SEGUIR
Hoy se cumplen 49 años del decreto de disolución de las Cámaras a partir del cual se considera el inicio de la dictadura en Uruguay.
Hace casi medio siglo ya de aquellos episodios que debieran de formar parte de la Historia del país y ser analizados sin apasionamientos, pero que aún no logran quitar el campo de las memorias opuestas y de las narraciones llenas de subjetivismos que impiden los estudios sin ira ni indignaciones parciales.
Eso de por sí ya merece una reflexión: es como si el Uruguay de 1922, aquel que ya había experimentado las dos presidencias de Batlle y Ordóñez y que se aprestaba a vivir con ilusión y esperanza el tiempo de su centenario, se hubiese enfrascado periódicamente y de forma radical, como si fuesen temas de su tiempo, sobre las vicisitudes y contextos que llevaron adelante el golpe de Latorre en 1876; o peor aún, que hubiese dedicado fuerte atención -y no meditado estudio- a los sucesos de Paysandú de 1865 o a la posterior guerra de la Triple Alianza.
La comparación es evidente: son casi los mismos años los que pasaron entre 1922 y 1876, que los que pasaron entre 2022 y aquel lejano 1973. Y, sin embargo, hoy seguimos sin lograr que se admitan algunas verdades elementales sobre aquellos trágicos eventos del siglo XX, como lo ilustran los siguientes tres ejemplos.
El primero es que, si bien es cierto que la disolución de las Cámaras fue en junio, el golpe de Estado fue fruto de un proceso en el cual los episodios de febrero de 1973 fueron sustanciales. Si bien ya hubo algunas investigaciones periodísticas importantes que mostraron claramente que el poder pasó de lo civil a lo militar en aquel verano, los relatos hegemónicos siguen ocultando la responsabilidad de la izquierda en ese alineamiento antipresidencial y progolpista de febrero, para hacer una composición idílica que solo dice que toda la izquierda se opuso al cierre del Parlamento en junio.

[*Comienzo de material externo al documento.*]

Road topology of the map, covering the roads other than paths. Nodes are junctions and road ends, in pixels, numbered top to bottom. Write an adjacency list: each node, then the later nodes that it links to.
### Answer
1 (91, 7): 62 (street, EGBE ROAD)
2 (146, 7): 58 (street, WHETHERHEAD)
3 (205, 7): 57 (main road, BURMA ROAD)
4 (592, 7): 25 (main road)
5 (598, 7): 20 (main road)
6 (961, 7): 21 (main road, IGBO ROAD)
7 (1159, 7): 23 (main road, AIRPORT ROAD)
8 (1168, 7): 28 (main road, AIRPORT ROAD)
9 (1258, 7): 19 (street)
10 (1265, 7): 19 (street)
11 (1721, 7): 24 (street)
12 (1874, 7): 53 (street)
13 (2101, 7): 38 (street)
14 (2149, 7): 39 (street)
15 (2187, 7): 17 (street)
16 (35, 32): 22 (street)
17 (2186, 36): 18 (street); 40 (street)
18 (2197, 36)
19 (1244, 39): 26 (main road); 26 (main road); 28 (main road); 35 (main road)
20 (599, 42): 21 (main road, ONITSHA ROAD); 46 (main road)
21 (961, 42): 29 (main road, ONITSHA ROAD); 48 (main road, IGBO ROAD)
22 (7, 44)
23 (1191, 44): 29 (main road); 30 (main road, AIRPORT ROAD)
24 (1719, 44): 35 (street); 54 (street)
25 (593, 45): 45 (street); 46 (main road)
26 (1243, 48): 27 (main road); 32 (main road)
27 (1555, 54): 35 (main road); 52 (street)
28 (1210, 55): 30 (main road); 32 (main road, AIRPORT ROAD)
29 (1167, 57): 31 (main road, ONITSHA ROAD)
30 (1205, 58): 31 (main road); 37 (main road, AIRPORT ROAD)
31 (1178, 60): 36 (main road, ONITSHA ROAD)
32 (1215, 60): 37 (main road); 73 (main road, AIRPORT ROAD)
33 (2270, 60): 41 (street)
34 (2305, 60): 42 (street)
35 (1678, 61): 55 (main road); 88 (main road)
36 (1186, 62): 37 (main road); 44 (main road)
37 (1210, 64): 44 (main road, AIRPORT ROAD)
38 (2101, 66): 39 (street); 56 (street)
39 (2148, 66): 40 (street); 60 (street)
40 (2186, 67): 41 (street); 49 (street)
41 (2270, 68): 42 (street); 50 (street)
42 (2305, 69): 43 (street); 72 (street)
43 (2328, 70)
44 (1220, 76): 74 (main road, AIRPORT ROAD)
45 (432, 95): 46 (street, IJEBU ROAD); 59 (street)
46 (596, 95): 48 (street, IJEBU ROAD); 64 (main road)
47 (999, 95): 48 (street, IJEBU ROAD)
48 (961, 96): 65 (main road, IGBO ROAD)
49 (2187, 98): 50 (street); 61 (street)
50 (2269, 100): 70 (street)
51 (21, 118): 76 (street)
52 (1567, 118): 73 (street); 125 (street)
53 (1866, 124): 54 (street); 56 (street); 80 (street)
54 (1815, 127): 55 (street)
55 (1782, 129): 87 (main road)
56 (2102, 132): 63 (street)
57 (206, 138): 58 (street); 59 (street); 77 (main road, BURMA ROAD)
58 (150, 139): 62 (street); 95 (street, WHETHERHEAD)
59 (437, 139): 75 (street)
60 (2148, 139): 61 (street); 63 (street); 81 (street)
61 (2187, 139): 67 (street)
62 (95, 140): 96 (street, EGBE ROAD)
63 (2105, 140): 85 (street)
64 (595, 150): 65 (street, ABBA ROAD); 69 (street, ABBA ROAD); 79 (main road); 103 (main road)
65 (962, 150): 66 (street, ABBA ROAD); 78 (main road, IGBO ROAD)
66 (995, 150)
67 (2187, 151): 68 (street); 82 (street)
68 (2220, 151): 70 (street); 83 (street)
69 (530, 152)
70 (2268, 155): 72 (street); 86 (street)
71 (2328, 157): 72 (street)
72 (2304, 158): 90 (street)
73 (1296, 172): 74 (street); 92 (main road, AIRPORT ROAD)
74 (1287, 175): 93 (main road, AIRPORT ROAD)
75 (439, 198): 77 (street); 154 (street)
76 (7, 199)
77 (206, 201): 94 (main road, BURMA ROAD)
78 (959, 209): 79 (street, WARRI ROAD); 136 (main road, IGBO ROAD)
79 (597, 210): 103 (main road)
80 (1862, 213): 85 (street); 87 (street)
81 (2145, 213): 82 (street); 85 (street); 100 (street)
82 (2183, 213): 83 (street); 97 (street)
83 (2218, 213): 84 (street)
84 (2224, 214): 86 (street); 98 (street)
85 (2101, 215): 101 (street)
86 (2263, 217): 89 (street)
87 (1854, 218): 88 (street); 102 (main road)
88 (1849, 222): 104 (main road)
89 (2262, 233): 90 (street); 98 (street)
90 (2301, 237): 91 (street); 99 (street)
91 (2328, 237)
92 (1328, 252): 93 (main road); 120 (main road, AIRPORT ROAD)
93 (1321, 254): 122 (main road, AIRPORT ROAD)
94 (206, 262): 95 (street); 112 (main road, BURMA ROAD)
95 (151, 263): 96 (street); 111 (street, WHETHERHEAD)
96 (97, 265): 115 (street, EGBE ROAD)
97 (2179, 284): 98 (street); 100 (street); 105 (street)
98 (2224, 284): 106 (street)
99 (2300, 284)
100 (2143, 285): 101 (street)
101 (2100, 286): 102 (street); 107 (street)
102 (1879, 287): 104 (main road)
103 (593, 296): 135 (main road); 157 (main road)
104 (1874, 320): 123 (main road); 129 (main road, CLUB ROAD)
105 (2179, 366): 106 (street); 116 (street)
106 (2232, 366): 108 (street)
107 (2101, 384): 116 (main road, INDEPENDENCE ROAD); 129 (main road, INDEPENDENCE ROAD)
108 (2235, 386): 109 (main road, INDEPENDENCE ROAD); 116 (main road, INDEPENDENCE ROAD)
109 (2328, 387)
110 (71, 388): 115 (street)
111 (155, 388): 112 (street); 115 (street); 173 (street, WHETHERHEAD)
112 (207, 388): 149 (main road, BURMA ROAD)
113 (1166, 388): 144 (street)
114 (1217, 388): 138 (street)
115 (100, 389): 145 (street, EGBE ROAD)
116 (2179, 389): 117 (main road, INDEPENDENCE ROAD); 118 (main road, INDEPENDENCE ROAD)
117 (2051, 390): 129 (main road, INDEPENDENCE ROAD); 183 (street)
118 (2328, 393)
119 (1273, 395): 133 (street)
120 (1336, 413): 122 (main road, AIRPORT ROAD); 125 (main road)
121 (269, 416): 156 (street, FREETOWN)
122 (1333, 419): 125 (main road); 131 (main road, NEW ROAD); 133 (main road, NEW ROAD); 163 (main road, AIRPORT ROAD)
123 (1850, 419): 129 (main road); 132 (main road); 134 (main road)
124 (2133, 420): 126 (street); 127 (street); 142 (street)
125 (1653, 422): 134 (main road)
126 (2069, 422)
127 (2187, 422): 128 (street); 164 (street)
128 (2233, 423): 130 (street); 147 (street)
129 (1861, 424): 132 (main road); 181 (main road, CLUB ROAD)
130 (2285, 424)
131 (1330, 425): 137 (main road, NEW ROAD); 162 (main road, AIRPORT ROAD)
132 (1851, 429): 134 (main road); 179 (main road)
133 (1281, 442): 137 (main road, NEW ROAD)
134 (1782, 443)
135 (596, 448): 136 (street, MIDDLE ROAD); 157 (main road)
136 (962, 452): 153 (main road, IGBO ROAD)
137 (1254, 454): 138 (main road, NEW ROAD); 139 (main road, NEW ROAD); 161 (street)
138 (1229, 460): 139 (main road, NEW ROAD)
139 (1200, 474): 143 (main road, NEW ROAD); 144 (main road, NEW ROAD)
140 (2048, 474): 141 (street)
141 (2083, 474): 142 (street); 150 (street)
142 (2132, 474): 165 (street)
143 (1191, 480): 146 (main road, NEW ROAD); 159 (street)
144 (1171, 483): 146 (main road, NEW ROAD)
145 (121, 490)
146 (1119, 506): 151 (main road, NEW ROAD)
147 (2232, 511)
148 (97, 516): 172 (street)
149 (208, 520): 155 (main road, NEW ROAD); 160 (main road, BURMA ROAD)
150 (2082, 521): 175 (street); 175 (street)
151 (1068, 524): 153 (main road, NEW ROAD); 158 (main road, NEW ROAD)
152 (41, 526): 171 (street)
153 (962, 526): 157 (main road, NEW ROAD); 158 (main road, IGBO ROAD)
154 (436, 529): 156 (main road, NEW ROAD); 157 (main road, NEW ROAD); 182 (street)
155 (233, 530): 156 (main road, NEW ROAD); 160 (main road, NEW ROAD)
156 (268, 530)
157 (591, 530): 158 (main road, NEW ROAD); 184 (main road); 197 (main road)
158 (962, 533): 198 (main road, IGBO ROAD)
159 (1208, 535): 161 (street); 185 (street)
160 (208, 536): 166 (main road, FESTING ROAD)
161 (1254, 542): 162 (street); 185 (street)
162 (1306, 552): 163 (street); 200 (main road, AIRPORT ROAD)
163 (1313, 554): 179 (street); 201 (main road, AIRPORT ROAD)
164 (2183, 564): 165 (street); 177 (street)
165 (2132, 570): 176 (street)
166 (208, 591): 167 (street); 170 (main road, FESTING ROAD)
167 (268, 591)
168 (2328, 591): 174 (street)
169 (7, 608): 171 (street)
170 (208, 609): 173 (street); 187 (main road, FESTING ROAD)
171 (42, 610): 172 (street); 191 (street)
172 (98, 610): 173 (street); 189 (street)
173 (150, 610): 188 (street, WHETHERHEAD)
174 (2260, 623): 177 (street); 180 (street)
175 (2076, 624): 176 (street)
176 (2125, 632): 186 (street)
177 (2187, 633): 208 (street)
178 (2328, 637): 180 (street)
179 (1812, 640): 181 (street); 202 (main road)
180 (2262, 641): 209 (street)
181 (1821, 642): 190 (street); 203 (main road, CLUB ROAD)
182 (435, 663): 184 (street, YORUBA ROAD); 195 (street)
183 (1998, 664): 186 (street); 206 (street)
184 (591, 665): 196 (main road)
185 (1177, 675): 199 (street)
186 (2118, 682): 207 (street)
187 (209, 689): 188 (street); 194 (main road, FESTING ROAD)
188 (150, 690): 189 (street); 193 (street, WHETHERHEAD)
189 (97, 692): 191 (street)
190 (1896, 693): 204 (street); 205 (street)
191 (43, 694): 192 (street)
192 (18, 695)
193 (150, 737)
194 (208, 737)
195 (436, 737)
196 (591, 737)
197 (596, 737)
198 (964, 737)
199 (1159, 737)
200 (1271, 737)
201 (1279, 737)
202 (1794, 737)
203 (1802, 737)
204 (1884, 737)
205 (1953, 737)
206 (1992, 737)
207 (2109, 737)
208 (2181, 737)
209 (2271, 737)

A 49 años del Golpe de Estado, que debiera formar parte de la Historia del país, y ser analizado sin apasionamientos, siguen las memorias opuestas y las narraciones con subjetivismos que impiden los estudios sin ira ni indignaciones parciales.
El segundo ejemplo de verdad constatada que el paso de las décadas no logra aceptar es que, si bien es cierto que la guerrilla estaba liquidada en Uruguay desde fines de 1972, no es menos cierto que hubo intentos posteriores de volver a la carga desde el exterior y en particular desde una fuerte articulación en Argentina. Como para el caso de febrero de 1973, de vuelta las investigaciones de Alfonso Lessa, por ejemplo, han mostrado todo eso con total claridad.
Finalmente, no es cierta la versión según la cual prácticamente los únicos que se opusieron a la dictadura a partir de junio de 1973 fueron los militantes de izquierda y la izquierda política y sindical en general: está bien documentado que tanto los partidos tradicionales orgánicamente, como el Frente Amplio, fueron objeto de la represión militar luego de junio de 1973.
A casi medio siglo ya de aquellos episodios, también debiera de ser por todos aceptado que, sin el ataque guerrillero a las instituciones democráticas del país, aquí no hubiera habido golpe de Estado. En efecto, todos los estudios históricos serios sobre esos años han concluido que el avance militar sobre la democracia se da a partir de 1971 -y en particular luego de la masiva fuga de la cárcel de Punta Carretas-, y que tuvo como respaldo ideológico una doctrina de la seguridad nacional que oficiaba de manual de guerra fría para todo el continente en plena batalla ideológica entre los dos campos que se disputaban la influencia mundial por esos años.
Pero para que ese singular protagonismo ocurriera y que ese sesgo ideológico prendiera entre muchos militares del país, debían de darse condiciones objetivas de ataques a la democracia como fueron, sin duda, los que llevaron adelante las guerrillas de inspiración marxista leninista y que se formaron aquí tan tempranamente como en 1962- 1963. Y eso, desgraciadamente, no termina de ser admitido por todos. Incluso más: a casi medio siglo ya de aquel 27 de junio de 1973, es hora de que la Historia reine y de que no se mienta más a las nuevas generaciones haciéndoles creer que aquí había una especie de fantasma autoritario en los años sesenta, pronto para dar un zarpazo antidemocrático: ni siquiera los Tupamaros en documentos oficiales de 1968, afirmaban tal disparate.
No hay democracia sin demócratas convencidos y no es posible sostenerla si de un lado y del otro hay gente empeñada en destrozar sus garantías y sus libertades consagradas. Felizmente, desde 1985 estamos viviendo un extenso período de democracia fortalecida por la alternancia en el poder de todos los grandes partidos políticos. Que así siga siendo.